Le prossime due puntate raccontano un cammino molto particolare che ho intrapreso non allontanandomi da casa ma assorbendo e tramutando in arte tutto ciò che ho visto e vissuto durante il girovagare intorno al mondo di questi anni. Si tratta del mio viaggio nella pittura, di come ho cominciato a dipingere e come ho rivissuto quel preciso istante in cui è scoccata la scintilla esattamente vent’anni dopo.

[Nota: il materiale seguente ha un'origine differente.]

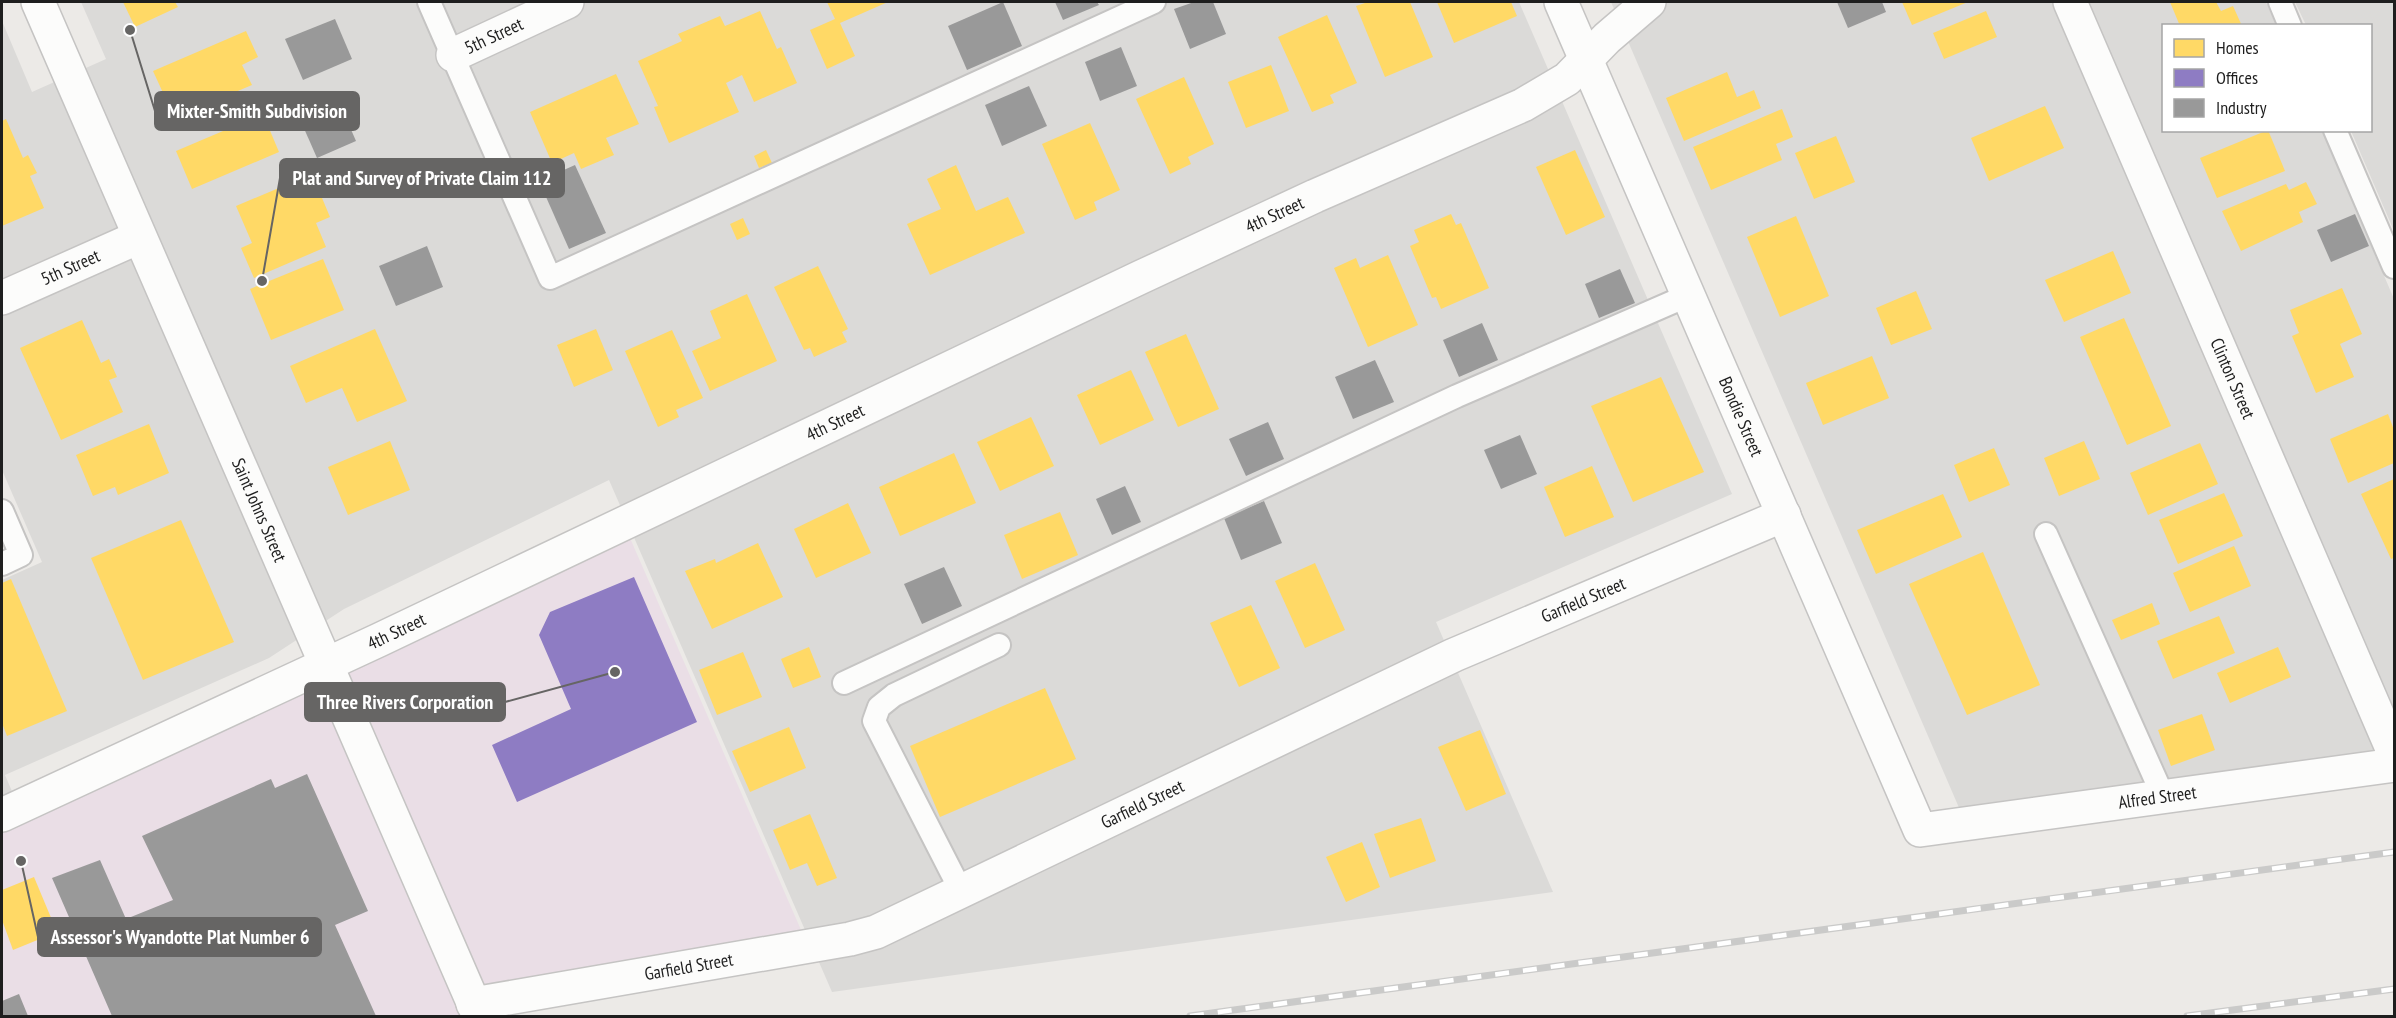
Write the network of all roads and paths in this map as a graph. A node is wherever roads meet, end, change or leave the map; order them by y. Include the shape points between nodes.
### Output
1 (38, 2) edge
2 (429, 2) edge
3 (567, 2) edge
4 (1154, 2) edge
5 (1561, 2) edge
6 (1649, 2) edge
7 (2070, 2) edge
8 (2280, 2) edge
9 (2289, 24) edge
10 (453, 55) junction
11 (1586, 59) junction
12 (2336, 132) edge
13 (139, 237) junction
14 (2394, 267) edge
15 (1689, 295) junction
16 (2, 298) edge
17 (2, 511) edge
18 (1784, 515) junction
19 (2046, 534) dead end
20 (2, 564) edge
21 (999, 645) dead end
22 (326, 665) junction
23 (844, 683) dead end
24 (2394, 753) edge
25 (2394, 765) edge
26 (2163, 796) junction
27 (2, 814) edge
28 (1920, 830) joint
29 (961, 891) junction
30 (476, 1010) edge

1 - 13 street, Saint Johns Street
2 - 10 lane
3 - 10 street, 5th Street
4 - 10 lane via 550,278
5 - 11 street, Bondie Street
6 - 11 street, 4th Street
7 - 24 street, Clinton Street
8 - 9 lane
11 - 15 street, Bondie Street
11 - 22 street, 4th Street via 1567,79 1523,105 1141,277
12 - 14 lane
13 - 16 street, 5th Street
13 - 22 street, Saint Johns Street
15 - 18 street, Bondie Street
15 - 23 lane via 1446,401
17 - 20 lane via 21,555
18 - 28 street, Bondie Street
18 - 29 street, Garfield Street via 1454,655
19 - 26 lane
21 - 29 lane via 894,695 879,707 874,721
22 - 27 street, 4th Street
22 - 30 street, Saint Johns Street
25 - 26 street, Alfred Street
26 - 28 street, Alfred Street
29 - 30 street, Garfield Street via 876,932 850,939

L’inizio si bagna di un sogno sudato e caotico che stenta a materializzarsi da una vorticosa confusione di gesso, stucco e polvere. Si distinguono solo i colori:  un carminio acceso e un nero fumo opaco. Non sono spennellate, sembrano piuttosto graffi, incisioni, segni concitati squarciati nella tela. La musica invece è chiara e cristallina, c’è. Un riff di chitarra in SOL maggiore, alternato, ritmato, affilato sostiene il ritmo in 4/4 che riempie l’aria, inebria il fiato, sprigiona energia fragrante. Ecco, ho la vibrazione giusta.

Nel sogno dipingo. non l’ho mai fatto nella realtà ma sembro persuaso da una forza ancestrale, tangibile, amica. Ferisco il colore sulla tela spatolando con veemenza espressionista, come per voler buttare via tutto quello che non serve insistendo nella parte centrale. Nella convulsione scompaginata che dirige le mie mani mi taglio persino un dito ma vado a vanti mischiando il colore con il sangue che fuoriesce. Continuo a levare l’acrilico che si sparge intorno: scavo, raschio via il non necessario, riduco alla sintesi, faccio ardere ciò che è importante: il gesto.

Mi sveglio, come ogni mattina alle 6:38 per prendere il treno. Seguo assiduamente le lezioni all’Università: Geologia del Quaternario e Botanica Sistematica. Nel tragitto di ritorno dalla stazione, d’improvviso sterzo la bicicletta e faccio una piccola deviazione. Mi fermo al colorificio sull’angolo e detto l’elenco al commesso, con precisione cadenzata: so bene quello che voglio. Afferro il sacchetto e mi precipito a casa.

Spalanco la porta della mia stanza. Imposto a ripetizione sul lettore quel brano di un CD degli U2 che ho trovato in camera di mio fratello e premo “play”. Comincio a pennellare con armonia gesti rapidi e indiscutibili, già memorizzati. Sono inginocchiato a terra, stregato da una forza magnetica, procedo sicuro, quasi senza guardare la tela.

L’ombra ferita 18 cm. x 24 cm. Stucco e acrilico su tela graffiata.

Il risultato arriva in breve e capisco all’istante quando mi devo fermare. Lo osservo: è esattamente come nel sogno. Stesse sfumature ruvide, stessa impressione al tatto, stessa densità ritmica. Definitivo. Come la musica da cui è stato generato. Così è cominciato il viaggio nell’Arte del dipingere.